Interview Questions to Ask

If you have children, you probably spend a lot of time answering questions and wondering if anyone actually ever hears a word you say. In life and in hiring, it sometimes feels like you are talking to a wall.

There is a time to talk and a time to listen and great hiring managers and recruiters have this art down! I am sure you have heard the saying, “There’s a reason you have two ears and one mouth. You should be listening twice as much as you’re talking.” It definitely holds true in interviews.

You have to know exactly what to talk about and really, really listen to the candidate's answers. So, just asking questions isn't enough, they have to be the right kind of questions to be the most effective. Direct hire recruiting depends on “candidate control.” Basically, are you able to understand their motivations and use their “hot points” to position a role in the most appealing way for them?

Before We Jump In

I want to start by saying this isn't about tricking a candidate into accepting a role they don't really want. And it isn't about lying or exaggerating. High performing candidates may also be passive job seekers, so you might need to go above and beyond your normal routine to attract them.

You must ask questions that get to the heart of their concerns and listen closely to their replies. When you can use their answers to position the role in a way the candidate gets excited about, you'll know you have it right.

My Favorite Questions

I have two favorite questions that give me a lot to go on. The key is not accepting a fluff answer and to keep drilling down until you get to the real meat of it all.

What are you looking for in the next step of your career?

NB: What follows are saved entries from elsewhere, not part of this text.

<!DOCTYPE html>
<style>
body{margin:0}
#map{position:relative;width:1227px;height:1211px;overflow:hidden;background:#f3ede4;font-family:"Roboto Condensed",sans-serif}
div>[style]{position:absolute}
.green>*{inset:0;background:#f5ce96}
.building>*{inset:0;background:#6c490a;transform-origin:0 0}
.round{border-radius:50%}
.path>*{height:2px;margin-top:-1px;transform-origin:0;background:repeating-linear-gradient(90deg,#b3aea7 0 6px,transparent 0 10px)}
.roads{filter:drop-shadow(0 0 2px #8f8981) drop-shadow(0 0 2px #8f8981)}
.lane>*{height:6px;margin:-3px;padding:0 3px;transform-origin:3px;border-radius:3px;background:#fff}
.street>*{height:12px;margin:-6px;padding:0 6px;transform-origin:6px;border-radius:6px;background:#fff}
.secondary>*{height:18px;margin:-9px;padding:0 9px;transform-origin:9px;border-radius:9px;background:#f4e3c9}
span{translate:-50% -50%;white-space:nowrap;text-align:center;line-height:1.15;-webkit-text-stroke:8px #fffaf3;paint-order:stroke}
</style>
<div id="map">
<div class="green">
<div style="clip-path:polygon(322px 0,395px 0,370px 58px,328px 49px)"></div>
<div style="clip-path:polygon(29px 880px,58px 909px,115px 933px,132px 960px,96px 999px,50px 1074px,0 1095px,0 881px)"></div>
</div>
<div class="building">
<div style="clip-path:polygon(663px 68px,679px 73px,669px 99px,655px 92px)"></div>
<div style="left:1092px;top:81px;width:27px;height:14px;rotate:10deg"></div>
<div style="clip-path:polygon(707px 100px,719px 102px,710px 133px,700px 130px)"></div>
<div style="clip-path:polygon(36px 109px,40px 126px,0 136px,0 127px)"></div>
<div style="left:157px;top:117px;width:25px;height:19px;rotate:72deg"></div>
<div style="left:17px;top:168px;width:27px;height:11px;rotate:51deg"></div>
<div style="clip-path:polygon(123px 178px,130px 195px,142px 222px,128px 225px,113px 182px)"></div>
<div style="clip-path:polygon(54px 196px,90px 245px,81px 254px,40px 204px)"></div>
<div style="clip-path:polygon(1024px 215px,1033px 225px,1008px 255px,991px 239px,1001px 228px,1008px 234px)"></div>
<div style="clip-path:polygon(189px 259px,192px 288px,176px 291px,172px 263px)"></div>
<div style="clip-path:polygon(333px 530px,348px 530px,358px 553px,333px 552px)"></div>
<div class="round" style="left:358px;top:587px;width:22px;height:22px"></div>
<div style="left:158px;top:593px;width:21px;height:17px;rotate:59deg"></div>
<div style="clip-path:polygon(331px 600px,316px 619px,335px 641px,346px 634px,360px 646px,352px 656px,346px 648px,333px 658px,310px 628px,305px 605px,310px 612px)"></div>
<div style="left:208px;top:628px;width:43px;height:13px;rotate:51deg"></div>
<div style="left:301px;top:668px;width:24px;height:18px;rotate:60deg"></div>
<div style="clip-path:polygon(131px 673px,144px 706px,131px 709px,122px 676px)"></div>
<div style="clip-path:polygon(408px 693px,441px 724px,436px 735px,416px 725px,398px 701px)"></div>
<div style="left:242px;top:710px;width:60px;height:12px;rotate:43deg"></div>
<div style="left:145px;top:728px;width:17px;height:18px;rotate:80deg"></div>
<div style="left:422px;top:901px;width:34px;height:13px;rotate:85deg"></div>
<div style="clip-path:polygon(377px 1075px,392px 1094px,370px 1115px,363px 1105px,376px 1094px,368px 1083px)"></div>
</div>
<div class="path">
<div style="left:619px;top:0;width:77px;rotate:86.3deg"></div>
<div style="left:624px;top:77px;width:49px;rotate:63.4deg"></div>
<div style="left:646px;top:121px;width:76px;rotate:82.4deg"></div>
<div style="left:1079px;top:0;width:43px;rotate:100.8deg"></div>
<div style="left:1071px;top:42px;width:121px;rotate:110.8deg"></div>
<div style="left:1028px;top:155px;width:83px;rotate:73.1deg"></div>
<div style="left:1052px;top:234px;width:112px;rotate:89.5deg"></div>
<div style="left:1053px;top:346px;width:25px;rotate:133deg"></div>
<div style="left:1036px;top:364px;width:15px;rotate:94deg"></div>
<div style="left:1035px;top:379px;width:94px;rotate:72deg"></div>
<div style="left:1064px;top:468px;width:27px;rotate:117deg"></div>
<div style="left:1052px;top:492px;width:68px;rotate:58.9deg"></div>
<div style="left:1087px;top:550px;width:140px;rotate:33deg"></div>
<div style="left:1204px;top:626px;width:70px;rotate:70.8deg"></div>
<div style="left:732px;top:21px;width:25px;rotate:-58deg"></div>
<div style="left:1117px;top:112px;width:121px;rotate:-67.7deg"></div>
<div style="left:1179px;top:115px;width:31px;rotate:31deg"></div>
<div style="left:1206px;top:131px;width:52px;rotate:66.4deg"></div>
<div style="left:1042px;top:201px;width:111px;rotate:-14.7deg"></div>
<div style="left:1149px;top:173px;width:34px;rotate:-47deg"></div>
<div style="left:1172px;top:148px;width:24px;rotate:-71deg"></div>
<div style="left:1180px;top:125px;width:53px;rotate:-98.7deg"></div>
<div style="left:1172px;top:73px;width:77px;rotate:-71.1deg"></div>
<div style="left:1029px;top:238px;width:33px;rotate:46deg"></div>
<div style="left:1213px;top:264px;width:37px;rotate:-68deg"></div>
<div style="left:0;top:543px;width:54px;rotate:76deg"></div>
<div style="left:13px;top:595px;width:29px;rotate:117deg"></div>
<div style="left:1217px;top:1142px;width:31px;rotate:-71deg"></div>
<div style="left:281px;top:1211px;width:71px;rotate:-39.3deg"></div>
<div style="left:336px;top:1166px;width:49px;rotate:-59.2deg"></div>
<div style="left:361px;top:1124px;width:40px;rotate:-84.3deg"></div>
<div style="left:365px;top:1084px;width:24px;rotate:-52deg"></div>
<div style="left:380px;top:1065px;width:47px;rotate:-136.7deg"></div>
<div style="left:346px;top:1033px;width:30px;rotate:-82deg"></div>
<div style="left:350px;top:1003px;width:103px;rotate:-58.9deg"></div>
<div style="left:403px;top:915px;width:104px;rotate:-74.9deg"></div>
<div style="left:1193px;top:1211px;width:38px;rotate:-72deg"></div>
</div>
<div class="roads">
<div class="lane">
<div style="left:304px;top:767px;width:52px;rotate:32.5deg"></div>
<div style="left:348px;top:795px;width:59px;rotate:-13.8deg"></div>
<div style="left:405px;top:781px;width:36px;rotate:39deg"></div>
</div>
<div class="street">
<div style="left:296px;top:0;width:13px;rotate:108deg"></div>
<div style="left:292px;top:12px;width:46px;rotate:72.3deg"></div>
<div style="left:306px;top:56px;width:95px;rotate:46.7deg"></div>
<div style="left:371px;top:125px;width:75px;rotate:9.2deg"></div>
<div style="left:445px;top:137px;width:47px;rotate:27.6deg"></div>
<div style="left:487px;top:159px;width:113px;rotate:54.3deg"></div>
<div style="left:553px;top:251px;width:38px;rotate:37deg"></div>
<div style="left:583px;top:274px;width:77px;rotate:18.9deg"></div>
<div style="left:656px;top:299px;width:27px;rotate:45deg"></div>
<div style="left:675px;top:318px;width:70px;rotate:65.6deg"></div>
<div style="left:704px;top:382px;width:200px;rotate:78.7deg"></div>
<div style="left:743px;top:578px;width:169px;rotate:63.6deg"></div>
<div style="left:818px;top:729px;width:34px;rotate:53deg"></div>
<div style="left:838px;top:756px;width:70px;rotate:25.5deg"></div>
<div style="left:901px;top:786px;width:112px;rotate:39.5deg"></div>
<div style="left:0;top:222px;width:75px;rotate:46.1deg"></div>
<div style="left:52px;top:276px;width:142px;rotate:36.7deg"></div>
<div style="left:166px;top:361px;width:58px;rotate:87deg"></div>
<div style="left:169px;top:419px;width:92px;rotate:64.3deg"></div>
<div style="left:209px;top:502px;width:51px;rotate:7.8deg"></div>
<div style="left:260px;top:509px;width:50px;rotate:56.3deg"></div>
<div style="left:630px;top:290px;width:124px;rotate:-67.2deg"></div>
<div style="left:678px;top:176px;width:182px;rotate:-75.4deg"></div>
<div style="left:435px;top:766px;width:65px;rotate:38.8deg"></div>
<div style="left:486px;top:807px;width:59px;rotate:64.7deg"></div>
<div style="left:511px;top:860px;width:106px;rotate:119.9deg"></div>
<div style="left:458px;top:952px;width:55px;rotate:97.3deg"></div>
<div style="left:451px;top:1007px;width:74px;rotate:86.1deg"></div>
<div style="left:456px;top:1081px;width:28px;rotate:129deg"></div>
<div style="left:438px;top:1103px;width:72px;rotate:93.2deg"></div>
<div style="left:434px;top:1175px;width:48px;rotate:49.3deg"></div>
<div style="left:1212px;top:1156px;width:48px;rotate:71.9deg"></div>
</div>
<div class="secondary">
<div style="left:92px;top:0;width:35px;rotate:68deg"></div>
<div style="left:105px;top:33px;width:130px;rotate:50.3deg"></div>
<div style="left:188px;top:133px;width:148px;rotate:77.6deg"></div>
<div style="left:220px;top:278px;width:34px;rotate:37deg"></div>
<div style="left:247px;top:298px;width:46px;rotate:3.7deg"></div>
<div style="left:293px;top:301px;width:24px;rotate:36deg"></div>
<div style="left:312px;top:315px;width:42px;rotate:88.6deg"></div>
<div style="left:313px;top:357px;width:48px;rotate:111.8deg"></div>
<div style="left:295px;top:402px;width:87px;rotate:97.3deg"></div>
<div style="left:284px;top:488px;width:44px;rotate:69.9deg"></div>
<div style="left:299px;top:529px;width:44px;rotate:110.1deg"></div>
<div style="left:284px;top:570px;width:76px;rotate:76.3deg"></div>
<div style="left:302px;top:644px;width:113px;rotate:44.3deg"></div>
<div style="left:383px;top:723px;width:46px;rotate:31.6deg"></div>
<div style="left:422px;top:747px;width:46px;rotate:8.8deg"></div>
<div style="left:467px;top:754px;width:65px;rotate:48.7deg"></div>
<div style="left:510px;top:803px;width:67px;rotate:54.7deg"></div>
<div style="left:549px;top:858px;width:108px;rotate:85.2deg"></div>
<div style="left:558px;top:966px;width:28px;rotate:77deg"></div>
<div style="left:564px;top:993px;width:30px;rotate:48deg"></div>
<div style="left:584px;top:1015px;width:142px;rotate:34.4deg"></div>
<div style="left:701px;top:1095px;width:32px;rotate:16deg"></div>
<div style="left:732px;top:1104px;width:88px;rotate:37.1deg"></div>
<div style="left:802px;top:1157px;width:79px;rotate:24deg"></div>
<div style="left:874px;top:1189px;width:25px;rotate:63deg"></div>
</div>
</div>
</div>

A deceptively simple question, but my favorite. You usually get such a fluid and thoughtful response. The language the candidate uses and their answer are what you use to put your role in its' best light. Use their language in other questions and when you talk about the company & opportunity and when you make the offer.

Alternatively, the answer they give tells you they aren't a fit. I also love using this when I am sure a candidate is grossly over or under-qualified. Once they say what they want, they usually can see the role isn't going to be a match.

Why did you leave Company XYZ?

Sure, this is a basic interviewing 101 question, but most people don't really pay enough attention to the answer. You'll learn a lot by a person's motivations to move from role to role. Some people give a simple answer: “looking for more growth opportunities” or some will only focus on negative aspects of past roles. Other people will show signs they are frustrated being asked about their past.

No matter what the response, it is telling me something about the candidate. Maybe it is that I need to dig deeper, maybe it is that they are a pretty negative person. Maybe it is that if my client can't offer them opportunities to grow and expand every few years, they'll be gone. Every answer matters and every answer gives me insight.

Other Examples

Here are a few other questions I love because they get into what makes the candidate tick:

  • Tell me about your favorite manager.
  • What kind of manager do you work least well with?
  • Tell me about a time you had to deal with an issue with your manager and how you handled it.
  • Tell me about a time you had to talk with an employee about performance issues. How did it go and how did you approach it?
  • Tell me about a time you had a disagreement with a co-worker. How did you handle it and how did it get resolved?
  • What kind of roles do you succeed best in?
  • What kind of responsibilities do you struggle with?

Obviously, just asking questions isn't enough. You need to listen to their motivations and be part detective, part psychologist. If you can get to the heart of their desires, you'll be able to position your company in the best possible light.